- EXCERPTED RECORDS -
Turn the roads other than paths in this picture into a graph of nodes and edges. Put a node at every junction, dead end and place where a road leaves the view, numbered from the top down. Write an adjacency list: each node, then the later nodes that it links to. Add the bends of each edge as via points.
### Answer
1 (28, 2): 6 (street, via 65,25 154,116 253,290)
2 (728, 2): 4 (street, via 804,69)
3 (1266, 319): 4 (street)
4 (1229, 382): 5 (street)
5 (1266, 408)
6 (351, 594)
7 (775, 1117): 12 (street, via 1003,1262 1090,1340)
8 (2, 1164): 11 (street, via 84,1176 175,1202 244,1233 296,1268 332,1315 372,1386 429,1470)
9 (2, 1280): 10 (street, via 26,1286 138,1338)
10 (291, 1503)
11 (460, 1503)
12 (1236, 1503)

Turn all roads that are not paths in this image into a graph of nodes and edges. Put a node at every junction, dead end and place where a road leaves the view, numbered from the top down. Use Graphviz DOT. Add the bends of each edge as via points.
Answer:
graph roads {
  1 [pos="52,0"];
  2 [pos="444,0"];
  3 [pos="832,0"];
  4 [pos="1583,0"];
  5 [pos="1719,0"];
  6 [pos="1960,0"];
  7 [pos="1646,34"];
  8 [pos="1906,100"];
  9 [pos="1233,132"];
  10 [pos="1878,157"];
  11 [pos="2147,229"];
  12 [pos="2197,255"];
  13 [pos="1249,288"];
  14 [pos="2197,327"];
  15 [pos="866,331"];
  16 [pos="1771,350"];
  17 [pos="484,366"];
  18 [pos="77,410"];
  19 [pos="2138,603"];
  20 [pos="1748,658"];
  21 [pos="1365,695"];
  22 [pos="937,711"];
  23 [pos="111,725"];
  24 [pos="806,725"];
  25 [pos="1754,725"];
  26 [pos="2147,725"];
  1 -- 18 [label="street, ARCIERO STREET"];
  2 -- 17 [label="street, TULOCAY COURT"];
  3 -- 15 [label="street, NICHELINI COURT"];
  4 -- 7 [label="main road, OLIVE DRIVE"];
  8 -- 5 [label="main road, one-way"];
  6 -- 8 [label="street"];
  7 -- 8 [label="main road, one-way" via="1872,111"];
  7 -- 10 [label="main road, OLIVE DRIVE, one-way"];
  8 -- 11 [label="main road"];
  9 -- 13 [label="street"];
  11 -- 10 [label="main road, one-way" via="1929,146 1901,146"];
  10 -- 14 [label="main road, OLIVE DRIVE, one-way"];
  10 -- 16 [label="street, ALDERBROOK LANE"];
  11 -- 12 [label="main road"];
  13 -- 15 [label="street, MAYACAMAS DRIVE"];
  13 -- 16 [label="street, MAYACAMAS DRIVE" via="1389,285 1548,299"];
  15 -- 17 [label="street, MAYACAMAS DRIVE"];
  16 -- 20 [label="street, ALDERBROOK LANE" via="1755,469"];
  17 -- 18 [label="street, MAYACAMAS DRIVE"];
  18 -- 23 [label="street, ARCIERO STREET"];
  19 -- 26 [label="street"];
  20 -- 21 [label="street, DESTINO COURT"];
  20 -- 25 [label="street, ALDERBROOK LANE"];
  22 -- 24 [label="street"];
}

- PROMPT -
Filter by the word "from": copy every line of the data that holds it.

- OUTPUT FOR THIS TASK -
Turn the roads other than paths in this picture into a graph of nodes and edges. Put a node at every junction, dead end and place where a road leaves the view, numbered from the top down. Write an adjacency list: each node, then the later nodes that it links to. Add the bends of each edge as via points.
Turn all roads that are not paths in this image into a graph of nodes and edges. Put a node at every junction, dead end and place where a road leaves the view, numbered from the top down. Use Graphviz DOT. Add the bends of each edge as via points.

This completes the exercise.